Inner City Blues

A television producer quits the Hollywood scene to teach elementary school in inner city Los Angeles. These are her stories.

CAPTAIN BULLHORN

This school’s proximity to a major entertainment complex landed it a spiffy, fresh coat of paint, leading one to believe that the school was not only a shining example on the outside, but that perhaps the powers that be had bestowed education benefits as befits a model school.

No such luck. As I crossed the school yard to find my assigned fifth grade class I was accosted by a skinny man with a fat bullhorn demanding, not asking, to know where I was going. When I replied, he yelled through his bullhorn that it was Physical Education time. "Hurry up, hurry up." "Is there a coach?" I asked, referring to my more positive experiences in the LA School District. "No, no coaches. Coaches are for Psychomotor -
you teach." OK, although I never could figure out the difference between PE and Psychomotor, now I know – I teach PE.

PE time is from 7:45 to 8:15 - It is now 7:50. Children choose a game "Kickball! Handball! No, no, we want
kickball!" Bowing to the loudest, kickball it is – pick teams, fight over team captains, toss coin -– team’s up. It’s 8:15! "Time's up! Line up!"

We snake our way to the classroom in a poor attempt at a line and begin what we call morning business. Sit in your assigned seat please, put away your backpacks and take out your homework. This done with a reasonable degree of order, I take attendance. Daily attendance is extremely important as the state moneys to the school are determined by average daily attendance. However this activity can be a veritable mine field as I attempt to pronounce names with extremely creative spelling or others whose origin I can’t even imagine.

"When I call your name please raise your hand so that I will know who you are. And if I do not pronounce your name correctly, only the person whose name it is may correct me." As I proceeded to call the roll and bid each child good morning, the door opened and in stalked the man I now knew to be the assistant principal, bullhorn still clutched tightly under his arm.
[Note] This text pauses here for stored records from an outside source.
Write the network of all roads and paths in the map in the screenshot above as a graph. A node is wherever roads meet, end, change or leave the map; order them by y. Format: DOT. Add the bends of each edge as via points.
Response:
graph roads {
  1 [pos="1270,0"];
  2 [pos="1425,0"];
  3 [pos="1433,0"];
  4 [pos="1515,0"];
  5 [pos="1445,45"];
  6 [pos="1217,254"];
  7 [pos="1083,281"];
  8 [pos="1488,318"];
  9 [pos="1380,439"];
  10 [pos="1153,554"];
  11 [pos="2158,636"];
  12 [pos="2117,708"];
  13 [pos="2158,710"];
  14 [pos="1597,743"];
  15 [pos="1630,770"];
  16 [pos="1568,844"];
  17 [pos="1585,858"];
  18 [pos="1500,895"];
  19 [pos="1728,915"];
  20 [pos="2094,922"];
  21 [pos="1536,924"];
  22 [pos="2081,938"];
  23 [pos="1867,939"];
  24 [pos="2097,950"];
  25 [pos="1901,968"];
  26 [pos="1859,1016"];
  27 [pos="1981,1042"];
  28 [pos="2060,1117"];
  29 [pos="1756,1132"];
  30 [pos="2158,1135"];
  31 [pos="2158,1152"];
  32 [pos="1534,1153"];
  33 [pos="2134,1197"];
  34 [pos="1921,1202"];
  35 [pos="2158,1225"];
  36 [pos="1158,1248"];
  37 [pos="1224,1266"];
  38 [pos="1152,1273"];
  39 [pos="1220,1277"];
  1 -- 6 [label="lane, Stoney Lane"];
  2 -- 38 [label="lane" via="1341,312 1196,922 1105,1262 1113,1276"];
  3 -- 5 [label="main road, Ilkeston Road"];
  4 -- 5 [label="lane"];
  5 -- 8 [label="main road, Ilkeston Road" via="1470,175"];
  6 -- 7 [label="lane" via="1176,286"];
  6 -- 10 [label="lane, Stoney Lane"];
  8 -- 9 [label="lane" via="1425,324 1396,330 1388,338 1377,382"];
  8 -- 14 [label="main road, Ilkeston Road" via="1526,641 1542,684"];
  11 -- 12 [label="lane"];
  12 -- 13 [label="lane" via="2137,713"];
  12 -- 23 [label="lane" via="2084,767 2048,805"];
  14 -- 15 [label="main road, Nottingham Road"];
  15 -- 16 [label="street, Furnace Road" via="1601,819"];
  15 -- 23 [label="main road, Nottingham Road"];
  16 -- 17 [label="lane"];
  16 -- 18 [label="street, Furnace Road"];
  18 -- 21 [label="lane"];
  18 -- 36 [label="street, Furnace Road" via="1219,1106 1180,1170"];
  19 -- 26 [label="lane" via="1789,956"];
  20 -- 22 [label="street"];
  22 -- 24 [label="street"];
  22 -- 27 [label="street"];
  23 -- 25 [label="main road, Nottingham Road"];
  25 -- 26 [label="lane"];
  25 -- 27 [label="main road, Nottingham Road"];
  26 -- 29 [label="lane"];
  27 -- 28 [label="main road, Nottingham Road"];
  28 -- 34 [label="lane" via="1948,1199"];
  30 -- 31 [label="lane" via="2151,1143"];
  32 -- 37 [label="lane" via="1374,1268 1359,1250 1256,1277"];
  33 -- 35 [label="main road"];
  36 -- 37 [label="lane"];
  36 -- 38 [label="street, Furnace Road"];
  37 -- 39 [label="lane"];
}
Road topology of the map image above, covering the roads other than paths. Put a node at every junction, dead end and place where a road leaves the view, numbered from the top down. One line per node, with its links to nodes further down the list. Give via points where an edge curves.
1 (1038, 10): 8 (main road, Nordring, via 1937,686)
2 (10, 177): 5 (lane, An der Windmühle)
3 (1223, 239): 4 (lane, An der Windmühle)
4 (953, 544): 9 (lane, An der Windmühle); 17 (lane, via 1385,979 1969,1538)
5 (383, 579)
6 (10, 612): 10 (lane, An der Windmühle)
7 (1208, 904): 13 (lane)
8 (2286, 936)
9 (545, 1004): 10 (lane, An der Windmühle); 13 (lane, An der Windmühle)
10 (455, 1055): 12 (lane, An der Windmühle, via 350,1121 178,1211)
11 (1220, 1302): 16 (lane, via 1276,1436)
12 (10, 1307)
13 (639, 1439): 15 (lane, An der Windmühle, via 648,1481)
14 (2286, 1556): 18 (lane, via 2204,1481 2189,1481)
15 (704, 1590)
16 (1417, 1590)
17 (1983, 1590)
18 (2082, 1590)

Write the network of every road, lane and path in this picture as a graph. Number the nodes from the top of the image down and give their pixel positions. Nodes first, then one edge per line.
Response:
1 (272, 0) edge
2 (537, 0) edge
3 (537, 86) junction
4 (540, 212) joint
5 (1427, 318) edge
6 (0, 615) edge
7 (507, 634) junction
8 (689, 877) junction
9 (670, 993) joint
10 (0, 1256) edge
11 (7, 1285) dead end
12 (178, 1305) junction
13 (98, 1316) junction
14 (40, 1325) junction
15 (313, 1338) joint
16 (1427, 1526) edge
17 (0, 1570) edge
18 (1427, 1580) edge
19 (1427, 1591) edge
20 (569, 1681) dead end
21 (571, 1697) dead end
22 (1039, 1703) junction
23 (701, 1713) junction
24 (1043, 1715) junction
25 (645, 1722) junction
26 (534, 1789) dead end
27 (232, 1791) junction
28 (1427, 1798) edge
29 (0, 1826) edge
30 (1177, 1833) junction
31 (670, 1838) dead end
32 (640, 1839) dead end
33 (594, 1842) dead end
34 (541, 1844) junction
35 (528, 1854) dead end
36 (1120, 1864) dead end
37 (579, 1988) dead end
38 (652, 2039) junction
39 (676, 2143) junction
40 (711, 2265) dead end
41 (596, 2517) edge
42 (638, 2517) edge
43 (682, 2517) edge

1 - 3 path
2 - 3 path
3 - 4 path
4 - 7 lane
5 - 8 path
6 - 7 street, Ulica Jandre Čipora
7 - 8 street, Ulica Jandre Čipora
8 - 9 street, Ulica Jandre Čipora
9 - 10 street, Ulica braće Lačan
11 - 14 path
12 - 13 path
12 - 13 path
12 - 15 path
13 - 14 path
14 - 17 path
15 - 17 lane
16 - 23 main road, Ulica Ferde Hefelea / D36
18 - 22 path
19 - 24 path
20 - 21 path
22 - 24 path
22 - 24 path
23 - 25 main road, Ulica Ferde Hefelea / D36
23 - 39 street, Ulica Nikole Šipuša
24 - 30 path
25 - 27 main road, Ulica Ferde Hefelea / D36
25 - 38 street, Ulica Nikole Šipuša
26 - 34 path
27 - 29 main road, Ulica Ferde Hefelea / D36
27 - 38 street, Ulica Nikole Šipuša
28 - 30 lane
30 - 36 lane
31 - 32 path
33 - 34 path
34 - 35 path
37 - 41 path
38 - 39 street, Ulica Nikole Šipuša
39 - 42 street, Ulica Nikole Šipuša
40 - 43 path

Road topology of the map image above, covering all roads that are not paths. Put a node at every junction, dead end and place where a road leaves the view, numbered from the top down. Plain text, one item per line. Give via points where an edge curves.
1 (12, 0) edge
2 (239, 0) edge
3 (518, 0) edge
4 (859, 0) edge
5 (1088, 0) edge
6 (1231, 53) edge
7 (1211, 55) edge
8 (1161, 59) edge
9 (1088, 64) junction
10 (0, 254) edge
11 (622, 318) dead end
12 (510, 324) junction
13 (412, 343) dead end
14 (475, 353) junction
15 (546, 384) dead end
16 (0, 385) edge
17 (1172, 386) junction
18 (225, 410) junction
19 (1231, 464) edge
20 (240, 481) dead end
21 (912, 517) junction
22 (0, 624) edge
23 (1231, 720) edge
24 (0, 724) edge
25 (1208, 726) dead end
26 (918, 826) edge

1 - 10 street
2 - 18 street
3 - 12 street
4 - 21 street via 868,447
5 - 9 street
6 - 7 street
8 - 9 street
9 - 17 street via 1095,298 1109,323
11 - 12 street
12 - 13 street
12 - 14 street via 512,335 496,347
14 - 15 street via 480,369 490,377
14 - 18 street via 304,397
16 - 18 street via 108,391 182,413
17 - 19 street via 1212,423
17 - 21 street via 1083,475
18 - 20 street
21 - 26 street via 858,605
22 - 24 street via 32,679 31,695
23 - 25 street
"Why are you taking attendance? It is 8:30! YOU ARE FIFTEEN MINUTES BEHIND SCHEDULE!" It happens to be required, but as I looked at him somewhat astonished, he bellowed, "Why are you taking attendance when no one’s absent?" "And how would I know that?" I asked. "You are a bad classroom manager" he shouted, and out he marched.

Now that he had undermined any credibility I might have had with the children, I attempted to get on with the day. Perhaps his classrooms were all on schedule but it became painfully obvious that whatever they had been doing in this classroom on that schedule, they had not been learning. Yes, they were all English Language Learners – but this was fifth grade, most had attended this school since Kindergarten, and their language and math skills were, at best, two to three years behind grade level and of course, as required, reading fifth grade books, which for all they could comprehend, might as well have been written in Greek. But – on schedule.

Less than twenty minutes for recess and where do I find the faculty restroom; always a problem when teaching at a school for the first time, and I headed off to find it. But there he was, Captain Bullhorn in my path, in my face. "You are a very bad manager. Why were you taking attendance?" I took a deep breath in order to keep from telling him what I really wanted to tell him, but I bit my lip and told him that I think it’s important to learn the children’s names, and I smiled. This appeared to infuriate him: "How many names do you know? Do you know five? Do you know ten? How many, how many? Name them. Tell me the names!" he screamed as his face turned a deep purplish red. I looked at him and sweetly replied, "I really have to find the restroom, and I will not be returning tomorrow."